- [Data to examine]:
____
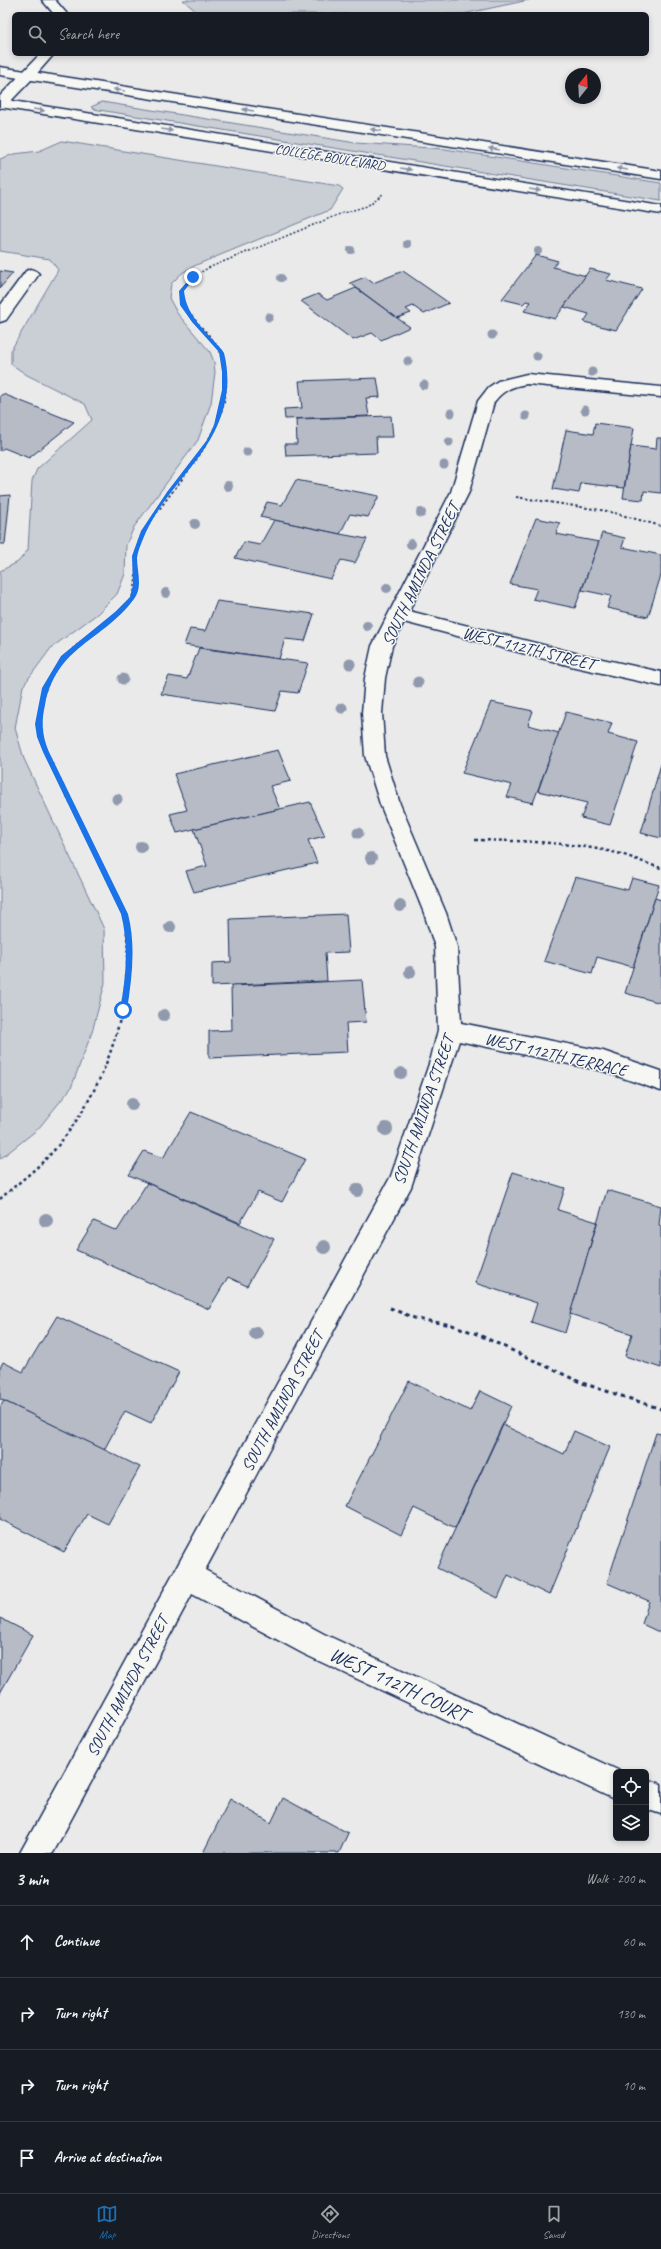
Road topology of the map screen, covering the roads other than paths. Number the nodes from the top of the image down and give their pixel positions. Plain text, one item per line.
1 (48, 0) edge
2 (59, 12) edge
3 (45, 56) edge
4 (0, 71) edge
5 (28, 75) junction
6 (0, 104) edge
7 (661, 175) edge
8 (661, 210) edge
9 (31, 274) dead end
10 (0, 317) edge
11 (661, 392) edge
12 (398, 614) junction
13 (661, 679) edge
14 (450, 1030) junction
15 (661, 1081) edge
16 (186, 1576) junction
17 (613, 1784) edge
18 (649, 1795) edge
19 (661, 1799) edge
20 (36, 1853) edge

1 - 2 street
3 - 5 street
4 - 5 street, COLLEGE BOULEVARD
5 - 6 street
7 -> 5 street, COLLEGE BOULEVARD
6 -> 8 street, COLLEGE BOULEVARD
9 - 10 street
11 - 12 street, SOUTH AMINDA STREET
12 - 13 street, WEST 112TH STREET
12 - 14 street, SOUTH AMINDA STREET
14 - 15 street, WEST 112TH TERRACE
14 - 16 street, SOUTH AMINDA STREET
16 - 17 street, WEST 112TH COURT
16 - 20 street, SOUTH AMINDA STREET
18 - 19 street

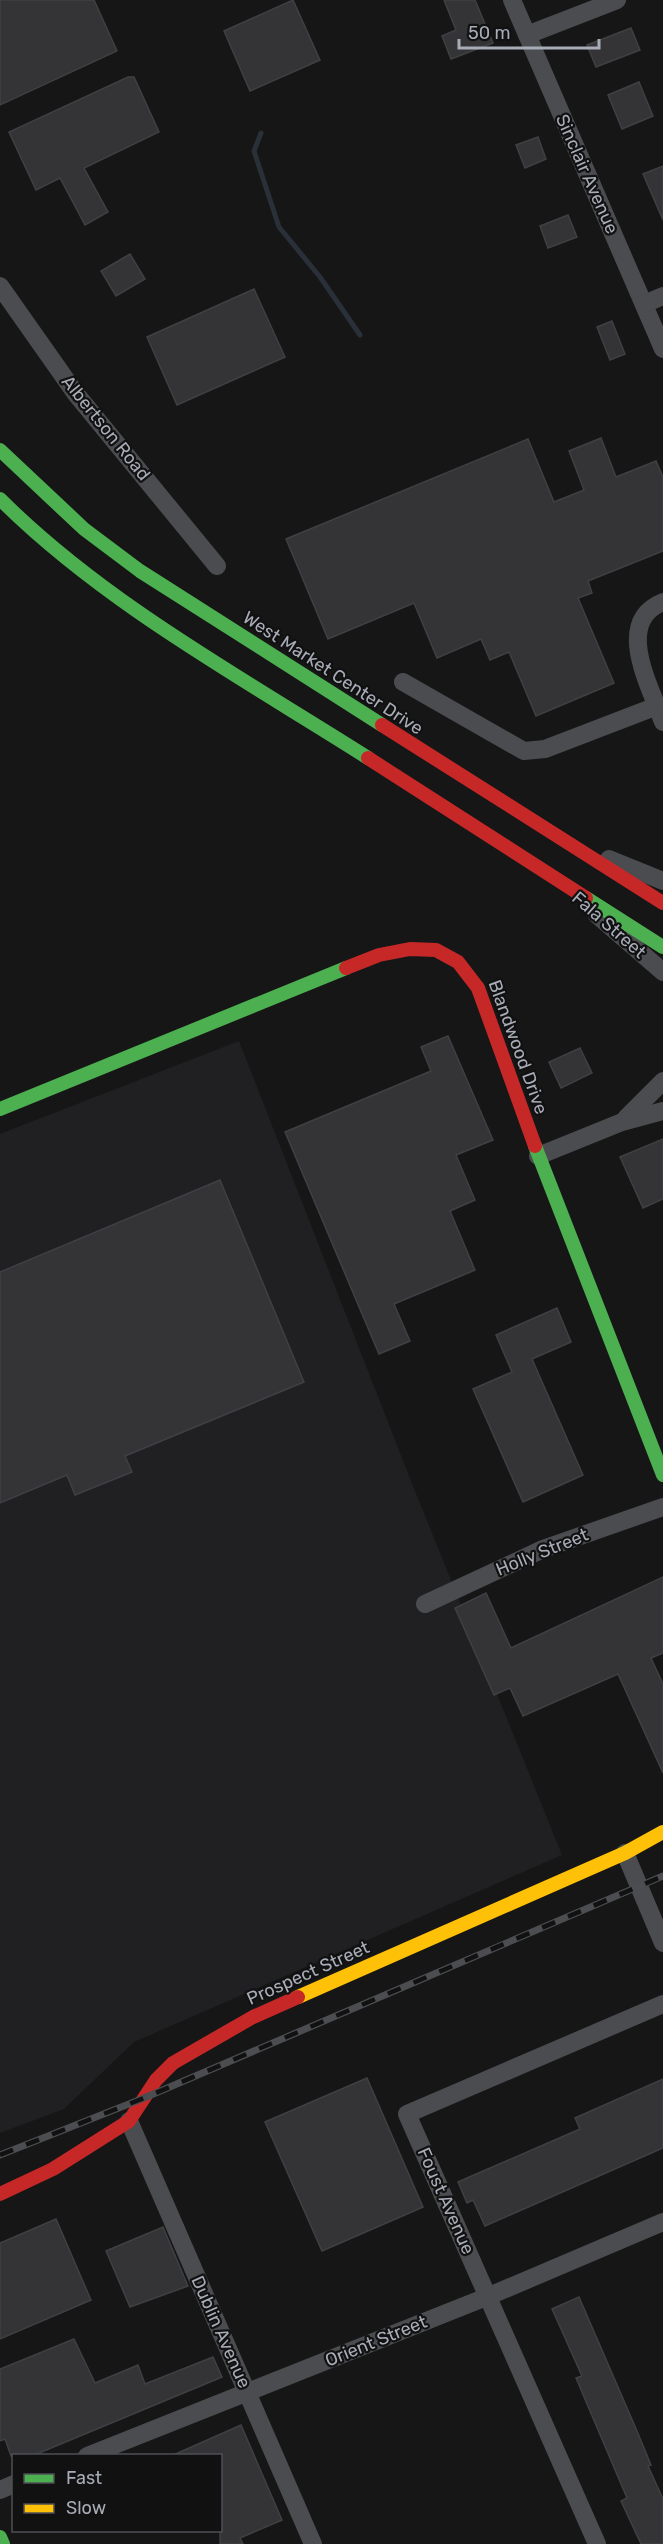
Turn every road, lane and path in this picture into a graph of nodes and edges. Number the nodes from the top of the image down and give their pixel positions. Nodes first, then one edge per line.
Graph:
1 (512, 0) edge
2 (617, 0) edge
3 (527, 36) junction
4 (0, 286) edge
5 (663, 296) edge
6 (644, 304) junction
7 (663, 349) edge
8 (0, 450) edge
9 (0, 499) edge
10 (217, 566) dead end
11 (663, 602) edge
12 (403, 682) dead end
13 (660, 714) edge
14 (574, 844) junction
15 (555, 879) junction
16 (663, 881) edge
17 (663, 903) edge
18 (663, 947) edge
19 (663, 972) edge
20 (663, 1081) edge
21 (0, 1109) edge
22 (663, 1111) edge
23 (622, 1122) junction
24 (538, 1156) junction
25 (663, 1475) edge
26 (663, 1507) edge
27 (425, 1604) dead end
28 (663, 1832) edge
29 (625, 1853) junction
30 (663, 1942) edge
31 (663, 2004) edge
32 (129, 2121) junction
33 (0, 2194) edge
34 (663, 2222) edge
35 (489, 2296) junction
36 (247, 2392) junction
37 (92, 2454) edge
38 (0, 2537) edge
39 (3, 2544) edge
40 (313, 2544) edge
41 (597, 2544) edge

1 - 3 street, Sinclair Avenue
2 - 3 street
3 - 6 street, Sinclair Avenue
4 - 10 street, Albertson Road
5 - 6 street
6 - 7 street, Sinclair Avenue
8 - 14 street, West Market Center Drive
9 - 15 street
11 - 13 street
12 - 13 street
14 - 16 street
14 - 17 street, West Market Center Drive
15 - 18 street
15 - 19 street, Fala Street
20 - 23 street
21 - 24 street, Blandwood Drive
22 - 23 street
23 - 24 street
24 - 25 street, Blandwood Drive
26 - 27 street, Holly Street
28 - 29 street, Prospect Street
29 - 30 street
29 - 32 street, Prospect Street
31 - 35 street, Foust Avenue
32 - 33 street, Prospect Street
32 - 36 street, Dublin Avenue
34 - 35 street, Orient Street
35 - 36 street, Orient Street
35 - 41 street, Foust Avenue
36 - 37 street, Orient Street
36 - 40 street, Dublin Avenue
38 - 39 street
____
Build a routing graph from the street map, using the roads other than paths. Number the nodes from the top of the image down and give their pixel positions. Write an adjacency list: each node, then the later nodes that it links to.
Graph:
____
- [What the exercise asks]: Would you copy the lines above exactly, starting with the one that has "Road topology of" and ending with the one that has "Turn every road, lane", both included, without the pictures?

- [Response to the task]:
Road topology of the map screen, covering the roads other than paths. Number the nodes from the top of the image down and give their pixel positions. Plain text, one item per line.
1 (48, 0) edge
2 (59, 12) edge
3 (45, 56) edge
4 (0, 71) edge
5 (28, 75) junction
6 (0, 104) edge
7 (661, 175) edge
8 (661, 210) edge
9 (31, 274) dead end
10 (0, 317) edge
11 (661, 392) edge
12 (398, 614) junction
13 (661, 679) edge
14 (450, 1030) junction
15 (661, 1081) edge
16 (186, 1576) junction
17 (613, 1784) edge
18 (649, 1795) edge
19 (661, 1799) edge
20 (36, 1853) edge

1 - 2 street
3 - 5 street
4 - 5 street, COLLEGE BOULEVARD
5 - 6 street
7 -> 5 street, COLLEGE BOULEVARD
6 -> 8 street, COLLEGE BOULEVARD
9 - 10 street
11 - 12 street, SOUTH AMINDA STREET
12 - 13 street, WEST 112TH STREET
12 - 14 street, SOUTH AMINDA STREET
14 - 15 street, WEST 112TH TERRACE
14 - 16 street, SOUTH AMINDA STREET
16 - 17 street, WEST 112TH COURT
16 - 20 street, SOUTH AMINDA STREET
18 - 19 street

Turn every road, lane and path in this picture into a graph of nodes and edges. Number the nodes from the top of the image down and give their pixel positions. Nodes first, then one edge per line.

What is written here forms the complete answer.